以下是官方说明文档链接
numpy.random.multivariate_normal
- 1.函数定义
numpy.random.multivariate_normal(mean, cov[, size, check_valid, tol]) - 2.参数解释
Parameters:
mean : 1-D array_like, of length N
Mean of the N-dimensional distribution.
cov : 2-D array_like, of shape (N, N)
Covariance matrix of the distribution. It must be symmetric and positive-semidefinite for proper sampling.

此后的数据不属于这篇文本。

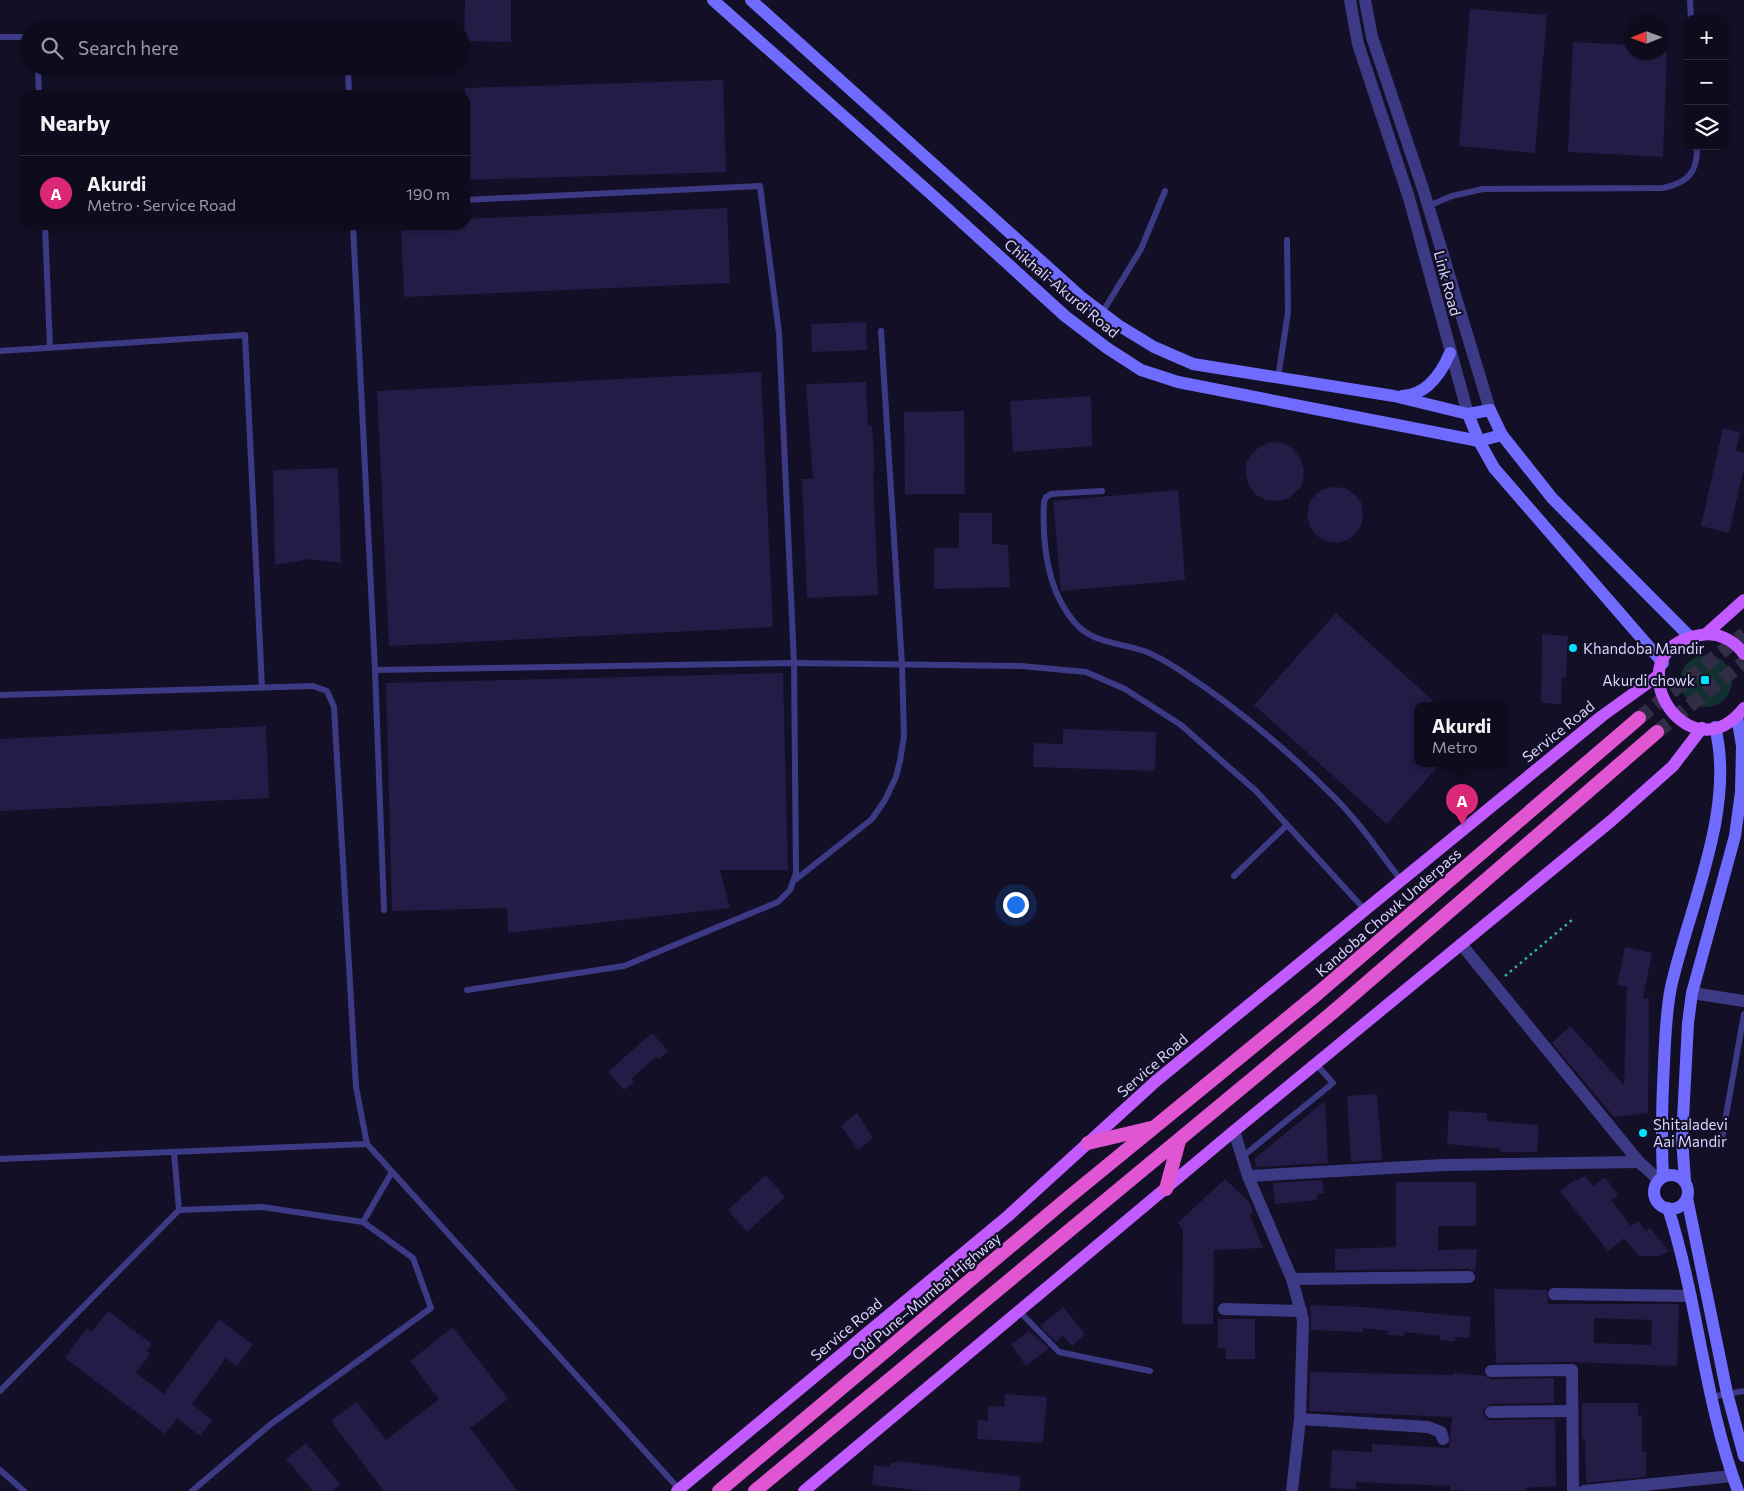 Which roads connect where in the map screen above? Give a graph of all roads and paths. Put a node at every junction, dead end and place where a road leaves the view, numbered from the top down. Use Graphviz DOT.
graph roads {
  1 [pos="713,0"];
  2 [pos="751,0"];
  3 [pos="1350,0"];
  4 [pos="1366,0"];
  5 [pos="1690,0"];
  6 [pos="1691,15"];
  7 [pos="0,37"];
  8 [pos="20,37"];
  9 [pos="38,75"];
  10 [pos="348,75"];
  11 [pos="39,90"];
  12 [pos="349,90"];
  13 [pos="1697,150"];
  14 [pos="1165,191"];
  15 [pos="1424,192"];
  16 [pos="1409,198"];
  17 [pos="470,200"];
  18 [pos="1428,206"];
  19 [pos="44,230"];
  20 [pos="353,230"];
  21 [pos="1287,240"];
  22 [pos="1102,313"];
  23 [pos="881,331"];
  24 [pos="50,348"];
  25 [pos="0,351"];
  26 [pos="1450,353"];
  27 [pos="1278,378"];
  28 [pos="1394,396"];
  29 [pos="1490,410"];
  30 [pos="1468,414"];
  31 [pos="1502,435"];
  32 [pos="1478,441"];
  33 [pos="1102,491"];
  34 [pos="1744,600"];
  35 [pos="1706,634"];
  36 [pos="1690,637"];
  37 [pos="1744,654"];
  38 [pos="794,663"];
  39 [pos="902,665"];
  40 [pos="1661,669"];
  41 [pos="375,670"];
  42 [pos="262,687"];
  43 [pos="0,695"];
  44 [pos="1742,711"];
  45 [pos="1639,718"];
  46 [pos="1709,728"];
  47 [pos="1657,732"];
  48 [pos="1287,825"];
  49 [pos="1234,876"];
  50 [pos="1401,880"];
  51 [pos="793,881"];
  52 [pos="384,910"];
  53 [pos="1365,910"];
  54 [pos="1572,920"];
  55 [pos="1461,944"];
  56 [pos="1495,986"];
  57 [pos="467,990"];
  58 [pos="1692,993"];
  59 [pos="1744,1001"];
  60 [pos="1744,1014"];
  61 [pos="1316,1064"];
  62 [pos="1155,1128"];
  63 [pos="1234,1131"];
  64 [pos="1722,1138"];
  65 [pos="1179,1141"];
  66 [pos="1088,1143"];
  67 [pos="367,1144"];
  68 [pos="174,1152"];
  69 [pos="1242,1157"];
  70 [pos="0,1159"];
  71 [pos="1639,1162"];
  72 [pos="392,1172"];
  73 [pos="1248,1176"];
  74 [pos="1661,1179"];
  75 [pos="1684,1181"];
  76 [pos="1166,1189"];
  77 [pos="1687,1198"];
  78 [pos="1668,1208"];
  79 [pos="179,1210"];
  80 [pos="363,1222"];
  81 [pos="1469,1277"];
  82 [pos="1292,1279"];
  83 [pos="1554,1294"];
  84 [pos="1691,1296"];
  85 [pos="1224,1310"];
  86 [pos="1019,1311"];
  87 [pos="1301,1311"];
  88 [pos="1150,1371"];
  89 [pos="1491,1371"];
  90 [pos="0,1391"];
  91 [pos="1744,1391"];
  92 [pos="1727,1393"];
  93 [pos="1711,1397"];
  94 [pos="1572,1411"];
  95 [pos="1490,1412"];
  96 [pos="1300,1419"];
  97 [pos="1442,1439"];
  98 [pos="1744,1456"];
  99 [pos="0,1470"];
  100 [pos="1732,1476"];
  101 [pos="679,1490"];
  102 [pos="24,1491"];
  103 [pos="192,1491"];
  104 [pos="719,1491"];
  105 [pos="755,1491"];
  106 [pos="804,1491"];
  107 [pos="1292,1491"];
  108 [pos="1573,1491"];
  109 [pos="1584,1491"];
  110 [pos="1738,1491"];
  1 -- 32 [label="main road, Chikhali-Akurdi Road"];
  2 -- 22 [label="main road, Chikhali-Akurdi Road"];
  3 -- 16 [label="street, Link Road"];
  4 -- 15 [label="street, Link Road"];
  5 -- 6 [label="lane"];
  7 -- 8 [label="lane"];
  9 -- 11 [label="lane"];
  10 -- 12 [label="lane"];
  13 -- 18 [label="lane"];
  14 -- 22 [label="lane"];
  15 -- 16 [label="street"];
  15 -- 18 [label="street, Link Road"];
  16 -- 26 [label="street, Link Road"];
  17 -- 38 [label="lane"];
  18 -- 29 [label="street, Link Road"];
  19 -- 24 [label="lane"];
  20 -- 41 [label="lane"];
  21 -- 27 [label="lane"];
  22 -- 27 [label="main road, Chikhali-Akurdi Road"];
  23 -- 39 [label="lane"];
  24 -- 25 [label="lane"];
  24 -- 42 [label="lane"];
  26 -- 28 [label="main road"];
  26 -- 30 [label="street, Link Road"];
  27 -- 28 [label="main road, Chikhali-Akurdi Road"];
  28 -- 30 [label="main road, Chikhali-Akurdi Road"];
  29 -- 30 [label="main road, Chikhali-Akurdi Road"];
  29 -- 31 [label="main road, Link Road"];
  30 -- 32 [label="main road, Link Road"];
  31 -- 32 [label="main road, Chikhali-Akurdi Road"];
  31 -- 36 [label="main road, Link Road"];
  32 -- 40 [label="main road, Link Road"];
  33 -- 50 [label="lane"];
  34 -- 35 [label="main road"];
  35 -- 36 [label="main road"];
  35 -- 37 [label="main road"];
  36 -- 40 [label="main road"];
  38 -- 39 [label="lane"];
  38 -- 41 [label="lane"];
  38 -- 51 [label="lane"];
  39 -- 48 [label="lane"];
  39 -- 51 [label="lane"];
  40 -- 46 [label="main road"];
  40 -- 50 [label="main road, Service Road"];
  41 -- 52 [label="lane"];
  42 -- 43 [label="lane"];
  42 -- 67 [label="lane"];
  44 -- 46 [label="main road"];
  44 -- 58 [label="main road"];
  45 -- 62 [label="highway, Kandoba Chowk Underpass"];
  46 -- 55 [label="main road"];
  46 -- 74 [label="main road"];
  47 -- 65 [label="highway"];
  48 -- 49 [label="lane"];
  48 -- 53 [label="lane"];
  50 -- 53 [label="main road, Service Road"];
  51 -- 57 [label="lane"];
  53 -- 66 [label="main road, Service Road"];
  54 -- 56 [label="path"];
  55 -- 56 [label="street"];
  55 -- 61 [label="main road"];
  56 -- 71 [label="street"];
  58 -- 59 [label="street"];
  58 -- 75 [label="main road"];
  60 -- 64 [label="lane"];
  61 -- 63 [label="main road"];
  61 -- 69 [label="lane"];
  62 -- 66 [label="highway"];
  62 -- 104 [label="highway, Old Pune–Mumbai Highway"];
  63 -- 69 [label="street"];
  63 -- 76 [label="main road"];
  65 -- 76 [label="highway"];
  65 -- 105 [label="highway"];
  66 -- 101 [label="main road, Service Road"];
  67 -- 68 [label="lane"];
  67 -- 72 [label="lane"];
  68 -- 70 [label="lane"];
  68 -- 79 [label="lane"];
  69 -- 73 [label="street"];
  71 -- 73 [label="street"];
  71 -- 74 [label="street"];
  72 -- 80 [label="lane"];
  72 -- 101 [label="lane"];
  73 -- 82 [label="street"];
  74 -- 75 [label="main road"];
  74 -- 78 [label="main road"];
  75 -- 77 [label="main road"];
  76 -- 86 [label="main road"];
  77 -- 78 [label="main road"];
  77 -- 92 [label="main road"];
  78 -- 84 [label="main road"];
  79 -- 80 [label="lane"];
  79 -- 90 [label="lane"];
  80 -- 103 [label="lane"];
  81 -- 82 [label="street"];
  82 -- 87 [label="street"];
  83 -- 84 [label="street"];
  84 -- 93 [label="main road"];
  85 -- 87 [label="street"];
  86 -- 88 [label="lane"];
  86 -- 106 [label="main road"];
  87 -- 96 [label="street"];
  89 -- 94 [label="street"];
  91 -- 92 [label="lane"];
  92 -- 93 [label="lane"];
  92 -- 98 [label="main road"];
  93 -- 100 [label="main road"];
  94 -- 95 [label="street"];
  94 -- 108 [label="street"];
  96 -- 97 [label="street"];
  96 -- 107 [label="street"];
  99 -- 102 [label="lane"];
  100 -- 109 [label="street"];
  100 -- 110 [label="main road"];
}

size : int or tuple of ints, optional
Given a shape of, for example, (m,n,k), mnk samples are generated, and packed in an m-by-n-by-k arrangement. Because each sample is N-dimensional, the output shape is (m,n,k,N). If no shape is specified, a single (N-D) sample is returned.
check_valid : { ‘warn’, ‘raise’, ‘ignore’ }, optional
Behavior when the covariance matrix is not positive semidefinite.
tol : float, optional
Tolerance when checking the singular values in covariance matrix.
1 | 2 |
---|---|
mean | 表示高斯分布的均值,mean纬度为N,表示N维高斯分布 |
conv | 表示高斯分布的协方差矩阵,一维高斯的协方差矩阵纬度为1X1,二维高斯的协方差矩阵纬度为2X2... |
size | mean和conv定义了一个高斯分布,这个函数是用定义好的高斯分布里生成若干个值,如果size为 (m,n,k),则会返回一个 (m,n,k)大小的采样值 |
check_valid | 检验协方差矩阵,当矩阵不是半正定时,输出警告、忽略、raise..... |
tol | 对协方差矩阵的奇异值进行检查时的容忍度,应该是在检验协方差矩阵时,对奇异值进行判断的误差 |
- 3.使用
(1)
'''
import numpy as np
import matplotlib.pyplot as plt
Y = np.random.multivariate_normal([(0)], [[1]], 1000)
plt.plot(Y,'ro')
'''
以上实例表示:采集1000个符合0均值,1协方差的高斯分布的点,
纵轴表示采集到的点的值,横轴表示点的序号,
可以看出所有点的值大致是符合N(0,1)(正态)分布的,值为0的点概率较大,数量较多,偏离0的点数量少。